There are various shapes of electric guitars, but each has its own history, and I think that by knowing the history, you will be better able to grasp the meaning of the existence of the guitar. These are some typical shapes.
This telecaster was the origin of solid guitars. It is this shape that was first produced by Fender. A revolutionary model in which the body and neck are manufactured in separate steps and bolted on using a bolt-on method. Equipped with two single pickups, it features a crisp sound.
The Stratocaster evolved from the Telecaster. The production process was streamlined by attaching all pickups and controls to the pickguard. There are three single coil pickups, and the "chaki" sound that is called halftone sound combined with the center pick is also attractive. The bridge is equipped with a tremolo arm.
The Les Paul was produced by Gibson as a competitor to the Fender Solid Guitar. In the model where the neck and the body were bonded, a single coil pickup called the P-90 was initially mounted, but later it was equipped with a humbucker pickup that is resistant to noise and power.
Speaking of semi-acoustic guitars the ES-335 is famous. In terms of structure, there is a block in the body of the hollow structure, and it is popular because it can give a feeling similar to a relatively solid guitar, and it can give out nuances unique to the hollow body. On the other hand, when the inside of the body is entirely hollow, it is called a full acoustic guitar. Feedback is a drawback and “howling” is likely to occur, but the unique sweet sound is attractive. JAZZ guitarists often use them.
The pioneer of transformation guitar is GIBSON. Three models, the Moderne, the Flying V and the Explorer were produced in 1958, but production numbers were small, and Moderne was the least popular. Also, since the 80's, brands such as BC RICH, JACKSON, and ESP have produced a number of transformed guitars.
Acoustic guitars produce various sounds depending on the material and shape of the body. The typical form examples are the famous MARTIN and GIBSON models.
Originally the name of a battleship of the Royal Navy, it seems that the word Dreadnought is used as a synonym for big things. The biggest model of MARTIN guitar. It is often used in performances such as street lives and loud volume is suitable for both stroke and finger picking styles.
Compact and thin, fast response sound. Suitable for finger picking style. It has the same shape as 000 (triple o), but the neck scale is the same as the dreadnought model 645.2 mm.
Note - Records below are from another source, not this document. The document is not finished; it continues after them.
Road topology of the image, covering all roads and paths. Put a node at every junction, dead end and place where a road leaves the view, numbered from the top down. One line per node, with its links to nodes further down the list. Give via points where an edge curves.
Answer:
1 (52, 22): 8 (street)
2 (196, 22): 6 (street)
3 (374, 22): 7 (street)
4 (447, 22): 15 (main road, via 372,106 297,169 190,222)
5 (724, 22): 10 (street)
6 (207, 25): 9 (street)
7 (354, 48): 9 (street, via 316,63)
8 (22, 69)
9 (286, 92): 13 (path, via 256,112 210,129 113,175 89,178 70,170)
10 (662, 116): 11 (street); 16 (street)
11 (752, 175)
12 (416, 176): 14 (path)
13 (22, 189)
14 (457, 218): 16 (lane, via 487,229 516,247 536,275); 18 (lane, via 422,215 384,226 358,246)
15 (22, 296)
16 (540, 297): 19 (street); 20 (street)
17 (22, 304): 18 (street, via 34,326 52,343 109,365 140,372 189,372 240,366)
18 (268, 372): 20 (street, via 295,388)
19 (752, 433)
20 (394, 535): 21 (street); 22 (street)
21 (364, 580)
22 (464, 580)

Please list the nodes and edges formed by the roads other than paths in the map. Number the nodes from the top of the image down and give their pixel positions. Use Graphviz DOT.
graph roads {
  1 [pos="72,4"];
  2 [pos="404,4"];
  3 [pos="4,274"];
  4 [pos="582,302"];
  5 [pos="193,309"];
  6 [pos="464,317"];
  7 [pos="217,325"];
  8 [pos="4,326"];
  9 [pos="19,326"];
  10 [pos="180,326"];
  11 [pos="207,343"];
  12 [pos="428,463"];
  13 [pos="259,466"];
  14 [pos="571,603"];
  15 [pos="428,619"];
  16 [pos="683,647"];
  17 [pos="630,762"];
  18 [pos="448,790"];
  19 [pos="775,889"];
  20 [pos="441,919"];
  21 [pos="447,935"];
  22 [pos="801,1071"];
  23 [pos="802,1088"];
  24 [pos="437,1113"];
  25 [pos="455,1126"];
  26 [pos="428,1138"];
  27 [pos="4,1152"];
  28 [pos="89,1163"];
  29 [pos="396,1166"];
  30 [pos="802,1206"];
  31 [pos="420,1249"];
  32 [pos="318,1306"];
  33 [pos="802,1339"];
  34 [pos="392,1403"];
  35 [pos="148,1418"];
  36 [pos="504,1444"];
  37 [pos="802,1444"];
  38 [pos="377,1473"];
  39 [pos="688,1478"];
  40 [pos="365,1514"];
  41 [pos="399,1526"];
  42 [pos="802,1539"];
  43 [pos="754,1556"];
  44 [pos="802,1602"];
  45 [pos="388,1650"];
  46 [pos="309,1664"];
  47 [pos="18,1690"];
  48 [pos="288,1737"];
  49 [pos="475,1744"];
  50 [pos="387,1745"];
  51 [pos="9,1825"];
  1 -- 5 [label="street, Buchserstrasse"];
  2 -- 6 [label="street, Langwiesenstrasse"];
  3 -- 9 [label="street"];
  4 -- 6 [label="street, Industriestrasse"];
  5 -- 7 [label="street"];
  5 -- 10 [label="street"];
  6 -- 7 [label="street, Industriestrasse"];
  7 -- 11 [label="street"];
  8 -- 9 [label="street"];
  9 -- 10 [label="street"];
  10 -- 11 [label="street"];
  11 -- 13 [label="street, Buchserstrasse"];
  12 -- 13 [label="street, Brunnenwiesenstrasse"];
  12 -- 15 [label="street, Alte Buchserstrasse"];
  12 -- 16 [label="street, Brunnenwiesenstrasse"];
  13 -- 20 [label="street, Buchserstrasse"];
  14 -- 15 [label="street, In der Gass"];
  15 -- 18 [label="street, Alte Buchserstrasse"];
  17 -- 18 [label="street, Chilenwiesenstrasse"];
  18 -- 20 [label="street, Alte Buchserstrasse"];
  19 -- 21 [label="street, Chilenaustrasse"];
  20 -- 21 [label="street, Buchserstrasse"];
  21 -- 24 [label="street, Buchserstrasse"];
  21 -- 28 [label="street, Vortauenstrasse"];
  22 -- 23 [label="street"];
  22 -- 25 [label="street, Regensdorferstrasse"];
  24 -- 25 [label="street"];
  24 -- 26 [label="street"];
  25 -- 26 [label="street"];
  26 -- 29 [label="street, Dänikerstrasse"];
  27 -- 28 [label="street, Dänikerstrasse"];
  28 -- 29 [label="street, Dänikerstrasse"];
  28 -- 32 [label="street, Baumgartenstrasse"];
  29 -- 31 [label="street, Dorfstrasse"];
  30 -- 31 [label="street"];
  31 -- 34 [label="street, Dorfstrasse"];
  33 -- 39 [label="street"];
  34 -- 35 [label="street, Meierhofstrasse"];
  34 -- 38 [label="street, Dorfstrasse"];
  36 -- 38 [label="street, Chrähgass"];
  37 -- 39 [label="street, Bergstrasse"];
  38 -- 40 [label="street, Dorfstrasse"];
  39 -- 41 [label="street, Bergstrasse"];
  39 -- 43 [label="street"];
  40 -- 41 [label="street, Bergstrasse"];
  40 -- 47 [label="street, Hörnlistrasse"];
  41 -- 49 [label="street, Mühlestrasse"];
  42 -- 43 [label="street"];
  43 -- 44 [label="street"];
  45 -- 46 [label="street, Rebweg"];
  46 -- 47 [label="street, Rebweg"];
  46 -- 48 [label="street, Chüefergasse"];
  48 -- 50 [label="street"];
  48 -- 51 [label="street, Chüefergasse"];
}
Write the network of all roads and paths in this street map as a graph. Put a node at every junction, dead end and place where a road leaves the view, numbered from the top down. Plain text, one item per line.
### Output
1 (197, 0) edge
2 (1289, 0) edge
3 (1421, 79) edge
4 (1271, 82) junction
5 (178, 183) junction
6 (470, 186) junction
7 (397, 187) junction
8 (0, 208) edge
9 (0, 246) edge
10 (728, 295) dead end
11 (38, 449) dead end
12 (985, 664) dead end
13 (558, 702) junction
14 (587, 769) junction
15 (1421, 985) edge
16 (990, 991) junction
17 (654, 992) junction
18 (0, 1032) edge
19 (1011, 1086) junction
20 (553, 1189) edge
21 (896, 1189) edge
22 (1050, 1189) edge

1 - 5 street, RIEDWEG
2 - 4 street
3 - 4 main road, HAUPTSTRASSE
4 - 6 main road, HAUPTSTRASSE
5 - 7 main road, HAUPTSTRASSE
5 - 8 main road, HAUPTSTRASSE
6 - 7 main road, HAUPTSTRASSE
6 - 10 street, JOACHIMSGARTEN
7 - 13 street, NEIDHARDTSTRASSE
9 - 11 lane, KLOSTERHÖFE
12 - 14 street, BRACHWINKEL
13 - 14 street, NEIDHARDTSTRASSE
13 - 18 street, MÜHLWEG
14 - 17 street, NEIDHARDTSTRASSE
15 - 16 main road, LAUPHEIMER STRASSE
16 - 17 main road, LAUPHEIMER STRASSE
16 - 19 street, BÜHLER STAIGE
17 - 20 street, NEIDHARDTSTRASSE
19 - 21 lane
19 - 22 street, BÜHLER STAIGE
The model has the same shape as the OM (orchestra model), but the neck scale is shorter at 632.5 mm. Eric Clapton used this type.
It is more compact than the Auditorium model, and it is a shape that makes you want to play the blues.
The vivid and transparent sound is unique to this model.
The body is shaped like a rounded corner of a dreadnought model, such as the GIBSON J-45 or J-160E often used by John Lennon.
The largest model among the acoustic guitars of GIBSON. In addition to the jumbo model J-180, there are other types such as the larger super jumbo J-200.